• [Your instructions] Retype the data below, every word of it, exactly.

···

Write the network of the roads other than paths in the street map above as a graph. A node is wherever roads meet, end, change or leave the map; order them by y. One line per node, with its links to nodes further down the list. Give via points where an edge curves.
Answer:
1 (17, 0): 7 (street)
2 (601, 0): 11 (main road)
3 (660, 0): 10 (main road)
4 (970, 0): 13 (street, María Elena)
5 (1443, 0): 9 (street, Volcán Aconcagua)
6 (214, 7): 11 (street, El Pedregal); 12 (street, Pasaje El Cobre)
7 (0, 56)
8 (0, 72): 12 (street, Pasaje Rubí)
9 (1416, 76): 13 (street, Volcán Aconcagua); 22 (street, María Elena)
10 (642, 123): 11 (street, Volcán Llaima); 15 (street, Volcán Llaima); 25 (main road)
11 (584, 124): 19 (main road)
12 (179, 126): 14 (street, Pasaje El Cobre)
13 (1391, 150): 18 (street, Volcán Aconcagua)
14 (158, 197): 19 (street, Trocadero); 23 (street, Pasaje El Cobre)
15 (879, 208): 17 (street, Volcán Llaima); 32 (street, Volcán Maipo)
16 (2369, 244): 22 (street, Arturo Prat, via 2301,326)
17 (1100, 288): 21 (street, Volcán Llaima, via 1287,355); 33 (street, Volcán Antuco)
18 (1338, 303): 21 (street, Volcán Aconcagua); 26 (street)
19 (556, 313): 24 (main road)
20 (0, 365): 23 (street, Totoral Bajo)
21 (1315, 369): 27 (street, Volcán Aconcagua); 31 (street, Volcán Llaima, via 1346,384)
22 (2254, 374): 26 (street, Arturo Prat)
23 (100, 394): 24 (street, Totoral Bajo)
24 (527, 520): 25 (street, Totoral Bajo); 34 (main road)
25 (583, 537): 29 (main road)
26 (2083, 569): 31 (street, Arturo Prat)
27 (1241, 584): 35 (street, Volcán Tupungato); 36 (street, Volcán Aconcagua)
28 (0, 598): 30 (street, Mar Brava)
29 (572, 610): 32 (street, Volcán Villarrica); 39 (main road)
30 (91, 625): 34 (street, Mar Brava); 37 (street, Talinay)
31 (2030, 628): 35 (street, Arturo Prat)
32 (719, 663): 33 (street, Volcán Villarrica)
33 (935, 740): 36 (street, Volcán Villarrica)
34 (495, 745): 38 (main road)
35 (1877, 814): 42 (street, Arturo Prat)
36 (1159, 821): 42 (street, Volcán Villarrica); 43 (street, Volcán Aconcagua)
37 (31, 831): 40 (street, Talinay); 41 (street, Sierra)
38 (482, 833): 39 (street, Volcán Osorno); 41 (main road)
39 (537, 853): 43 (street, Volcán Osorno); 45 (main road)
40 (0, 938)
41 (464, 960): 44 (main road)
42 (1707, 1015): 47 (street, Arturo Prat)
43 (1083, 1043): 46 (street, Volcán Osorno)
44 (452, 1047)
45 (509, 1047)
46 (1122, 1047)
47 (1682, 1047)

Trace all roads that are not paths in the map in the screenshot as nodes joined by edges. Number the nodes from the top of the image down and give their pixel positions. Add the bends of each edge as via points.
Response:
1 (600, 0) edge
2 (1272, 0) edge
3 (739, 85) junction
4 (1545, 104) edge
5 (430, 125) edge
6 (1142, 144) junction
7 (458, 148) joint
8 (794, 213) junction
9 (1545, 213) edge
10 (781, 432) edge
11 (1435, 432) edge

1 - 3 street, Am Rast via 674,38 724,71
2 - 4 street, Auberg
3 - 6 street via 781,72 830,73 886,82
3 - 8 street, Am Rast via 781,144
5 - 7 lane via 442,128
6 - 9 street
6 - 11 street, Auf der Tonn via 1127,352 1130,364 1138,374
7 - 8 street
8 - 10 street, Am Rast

···

• [Expected answer]
Write the network of the roads other than paths in the street map above as a graph. A node is wherever roads meet, end, change or leave the map; order them by y. One line per node, with its links to nodes further down the list. Give via points where an edge curves.
Answer:
1 (17, 0): 7 (street)
2 (601, 0): 11 (main road)
3 (660, 0): 10 (main road)
4 (970, 0): 13 (street, María Elena)
5 (1443, 0): 9 (street, Volcán Aconcagua)
6 (214, 7): 11 (street, El Pedregal); 12 (street, Pasaje El Cobre)
7 (0, 56)
8 (0, 72): 12 (street, Pasaje Rubí)
9 (1416, 76): 13 (street, Volcán Aconcagua); 22 (street, María Elena)
10 (642, 123): 11 (street, Volcán Llaima); 15 (street, Volcán Llaima); 25 (main road)
11 (584, 124): 19 (main road)
12 (179, 126): 14 (street, Pasaje El Cobre)
13 (1391, 150): 18 (street, Volcán Aconcagua)
14 (158, 197): 19 (street, Trocadero); 23 (street, Pasaje El Cobre)
15 (879, 208): 17 (street, Volcán Llaima); 32 (street, Volcán Maipo)
16 (2369, 244): 22 (street, Arturo Prat, via 2301,326)
17 (1100, 288): 21 (street, Volcán Llaima, via 1287,355); 33 (street, Volcán Antuco)
18 (1338, 303): 21 (street, Volcán Aconcagua); 26 (street)
19 (556, 313): 24 (main road)
20 (0, 365): 23 (street, Totoral Bajo)
21 (1315, 369): 27 (street, Volcán Aconcagua); 31 (street, Volcán Llaima, via 1346,384)
22 (2254, 374): 26 (street, Arturo Prat)
23 (100, 394): 24 (street, Totoral Bajo)
24 (527, 520): 25 (street, Totoral Bajo); 34 (main road)
25 (583, 537): 29 (main road)
26 (2083, 569): 31 (street, Arturo Prat)
27 (1241, 584): 35 (street, Volcán Tupungato); 36 (street, Volcán Aconcagua)
28 (0, 598): 30 (street, Mar Brava)
29 (572, 610): 32 (street, Volcán Villarrica); 39 (main road)
30 (91, 625): 34 (street, Mar Brava); 37 (street, Talinay)
31 (2030, 628): 35 (street, Arturo Prat)
32 (719, 663): 33 (street, Volcán Villarrica)
33 (935, 740): 36 (street, Volcán Villarrica)
34 (495, 745): 38 (main road)
35 (1877, 814): 42 (street, Arturo Prat)
36 (1159, 821): 42 (street, Volcán Villarrica); 43 (street, Volcán Aconcagua)
37 (31, 831): 40 (street, Talinay); 41 (street, Sierra)
38 (482, 833): 39 (street, Volcán Osorno); 41 (main road)
39 (537, 853): 43 (street, Volcán Osorno); 45 (main road)
40 (0, 938)
41 (464, 960): 44 (main road)
42 (1707, 1015): 47 (street, Arturo Prat)
43 (1083, 1043): 46 (street, Volcán Osorno)
44 (452, 1047)
45 (509, 1047)
46 (1122, 1047)
47 (1682, 1047)

Trace all roads that are not paths in the map in the screenshot as nodes joined by edges. Number the nodes from the top of the image down and give their pixel positions. Add the bends of each edge as via points.
Response:
1 (600, 0) edge
2 (1272, 0) edge
3 (739, 85) junction
4 (1545, 104) edge
5 (430, 125) edge
6 (1142, 144) junction
7 (458, 148) joint
8 (794, 213) junction
9 (1545, 213) edge
10 (781, 432) edge
11 (1435, 432) edge

1 - 3 street, Am Rast via 674,38 724,71
2 - 4 street, Auberg
3 - 6 street via 781,72 830,73 886,82
3 - 8 street, Am Rast via 781,144
5 - 7 lane via 442,128
6 - 9 street
6 - 11 street, Auf der Tonn via 1127,352 1130,364 1138,374
7 - 8 street
8 - 10 street, Am Rast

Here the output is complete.